━━━━━ RECORDS FOR THIS EXERCISE

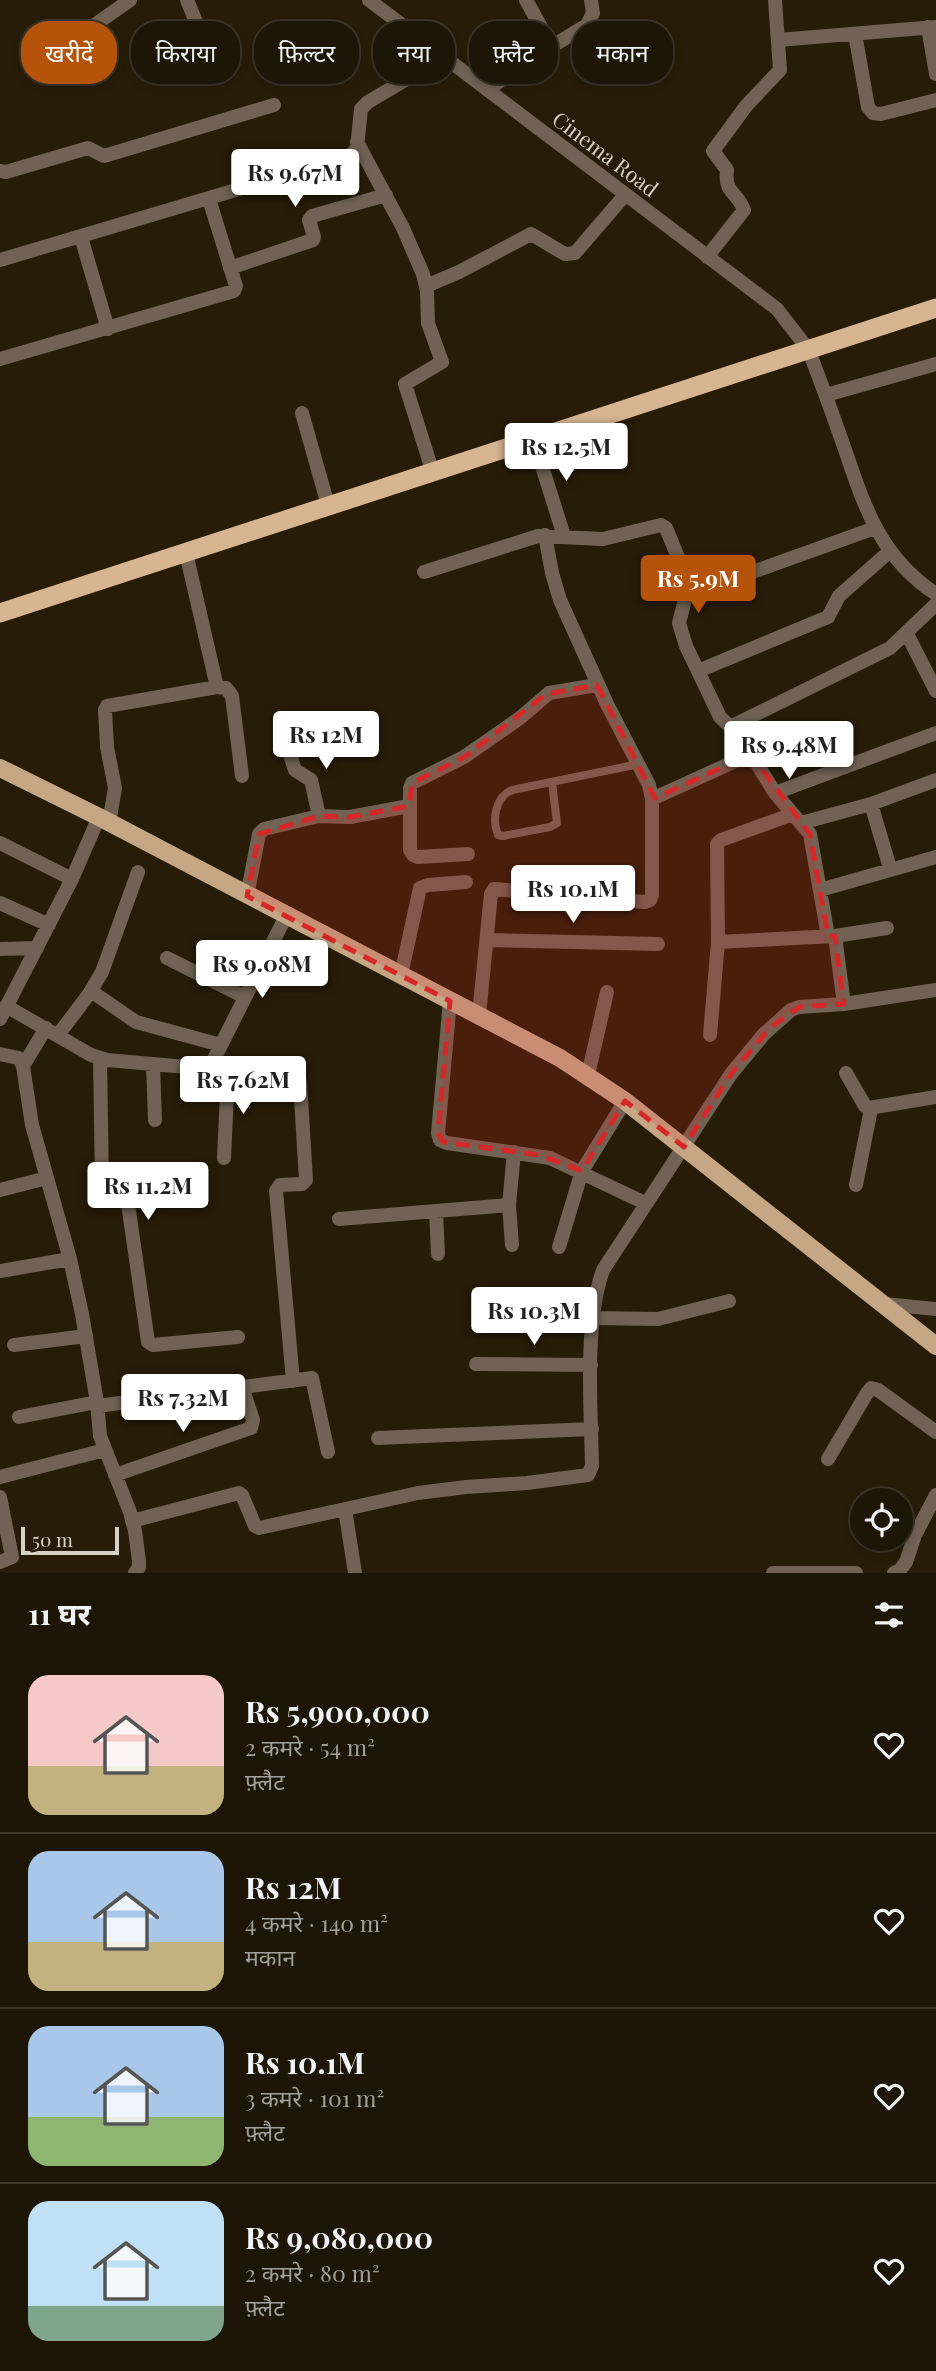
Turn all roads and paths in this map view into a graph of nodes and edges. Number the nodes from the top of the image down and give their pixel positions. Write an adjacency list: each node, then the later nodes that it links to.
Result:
1 (130, 0): 7 (street)
2 (187, 0): 8 (street)
3 (369, 0): 9 (street, Cinema Road)
4 (526, 0): 10 (street)
5 (592, 0): 14 (street)
6 (775, 0): 13 (street)
7 (100, 21)
8 (196, 21)
9 (397, 21)
10 (538, 21)
11 (932, 27): 12 (street); 16 (street)
12 (855, 34): 13 (street); 20 (street)
13 (778, 40): 28 (street)
14 (558, 43)
15 (455, 65): 19 (street, Cinema Road)
16 (936, 74)
17 (399, 84): 22 (street)
18 (496, 84): 19 (street)
19 (488, 90): 25 (street, Cinema Road)
20 (936, 100)
21 (274, 104): 23 (street)
22 (357, 142): 24 (street); 26 (street)
23 (0, 171)
24 (386, 195): 30 (street); 31 (street)
25 (625, 195): 28 (street, Cinema Road); 31 (street)
26 (208, 199): 27 (street); 30 (street)
27 (81, 237): 29 (street); 33 (street)
28 (707, 257): 34 (street, Cinema Road)
29 (0, 260)
30 (230, 268): 33 (street)
31 (426, 285): 40 (street)
32 (936, 308): 34 (highway)
33 (108, 329): 35 (street)
34 (808, 349): 37 (street, Cinema Road); 39 (highway)
35 (0, 359)
36 (936, 365): 37 (street)
37 (826, 396): 42 (street, Cinema Road)
38 (302, 413): 41 (street)
39 (534, 441): 40 (highway); 44 (street)
40 (433, 473): 41 (highway)
41 (328, 505): 46 (highway)
42 (875, 527): 45 (street, Cinema Road); 48 (street)
43 (545, 536): 44 (street); 47 (street); 54 (street)
44 (564, 536): 48 (street)
45 (890, 551): 49 (street, Cinema Road); 53 (street)
46 (186, 553): 51 (highway); 55 (street)
47 (424, 572)
48 (689, 584): 53 (street)
49 (936, 594)
50 (936, 604): 52 (street)
51 (0, 613)
52 (907, 634): 56 (street); 57 (street)
53 (698, 671): 57 (street)
54 (597, 685): 61 (street); 69 (street)
55 (217, 687): 63 (street); 72 (street)
56 (936, 691)
57 (730, 727): 60 (street)
58 (936, 733): 66 (street)
59 (286, 742): 70 (street)
60 (751, 754): 66 (street); 67 (street)
61 (639, 764): 65 (lane); 67 (street)
62 (0, 768): 72 (main road)
63 (242, 776)
64 (936, 780): 68 (street)
65 (552, 782): 65 (lane)
66 (775, 793): 71 (street)
67 (652, 800): 87 (street)
68 (871, 804): 71 (street); 76 (street)
69 (409, 806): 70 (street); 74 (street)
70 (319, 816): 81 (street)
71 (797, 819): 80 (street); 88 (street)
72 (104, 820): 78 (street); 81 (main road)
73 (0, 843): 78 (street)
74 (468, 854)
75 (936, 857): 76 (street)
76 (890, 868): 80 (street)
77 (138, 872): 95 (street)
78 (72, 879): 84 (street)
79 (466, 882): 93 (street)
80 (820, 890): 86 (street)
81 (247, 897): 83 (main road)
82 (0, 903): 84 (street)
83 (286, 916): 93 (main road); 97 (street)
84 (49, 925): 91 (street)
85 (887, 928): 86 (street)
86 (831, 936): 88 (street); 99 (street)
87 (487, 940): 89 (street); 101 (street)
88 (718, 942): 103 (street)
89 (657, 944)
90 (0, 948): 91 (street)
91 (37, 948): 100 (street)
92 (167, 958): 97 (street)
93 (401, 975): 98 (main road)
94 (936, 990): 99 (street)
95 (91, 991): 102 (street); 104 (street)
96 (607, 992): 112 (street)
97 (245, 997): 104 (street)
98 (450, 1001): 101 (main road); 118 (street)
99 (844, 1004): 117 (street)
100 (3, 1012): 102 (street)
101 (479, 1015): 112 (main road)
102 (52, 1032): 106 (street); 108 (street)
103 (710, 1035)
104 (221, 1045): 109 (street)
105 (0, 1054): 108 (street)
106 (100, 1058): 107 (street); 138 (street)
107 (153, 1065): 109 (street); 116 (street)
108 (23, 1066): 121 (street)
109 (209, 1069): 110 (street)
110 (228, 1072): 119 (street); 143 (street)
111 (846, 1073): 115 (street)
112 (588, 1076): 114 (main road)
113 (936, 1097): 115 (street)
114 (625, 1101): 117 (main road); 120 (street)
115 (871, 1108): 122 (street)
116 (155, 1120)
117 (684, 1147): 124 (street); 134 (main road)
118 (514, 1152): 120 (street); 125 (street)
119 (224, 1158)
120 (582, 1171): 124 (street); 129 (street)
121 (47, 1178): 123 (street); 131 (street)
122 (856, 1185)
123 (0, 1190)
124 (645, 1203): 136 (street)
125 (509, 1205): 126 (street); 128 (street)
126 (436, 1211): 127 (street); 130 (street)
127 (340, 1219)
128 (512, 1245)
129 (559, 1247)
130 (438, 1254)
131 (70, 1259): 132 (street); 137 (street)
132 (0, 1271)
133 (729, 1301): 136 (street)
134 (884, 1304): 135 (street); 140 (main road)
135 (936, 1309)
136 (594, 1318): 142 (street)
137 (86, 1336): 139 (street); 145 (street)
138 (238, 1337)
139 (14, 1345)
140 (936, 1346)
141 (476, 1364): 142 (street)
142 (592, 1365): 147 (street)
143 (293, 1381): 144 (street); 151 (street)
144 (242, 1387): 145 (street); 153 (street)
145 (97, 1404): 146 (street); 150 (street)
146 (19, 1417)
147 (592, 1429): 149 (street); 157 (street)
148 (936, 1432): 152 (street)
149 (378, 1438)
150 (104, 1450): 153 (street); 154 (street)
151 (328, 1452)
152 (828, 1459)
153 (115, 1475): 158 (street)
154 (0, 1477)
155 (936, 1495): 164 (street)
156 (0, 1499): 159 (street)
157 (345, 1509): 158 (street); 161 (street)
158 (132, 1521): 160 (street)
159 (0, 1562)
160 (135, 1573)
161 (355, 1573)
162 (774, 1573): 163 (street)
163 (856, 1573)
164 (894, 1573)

━━━━━━━━━━

[PROBLEM REQUIREMENTS]
Only the number should be given: how many lines in the data contain the string "Cinema".

[WRITTEN SOLUTION]
9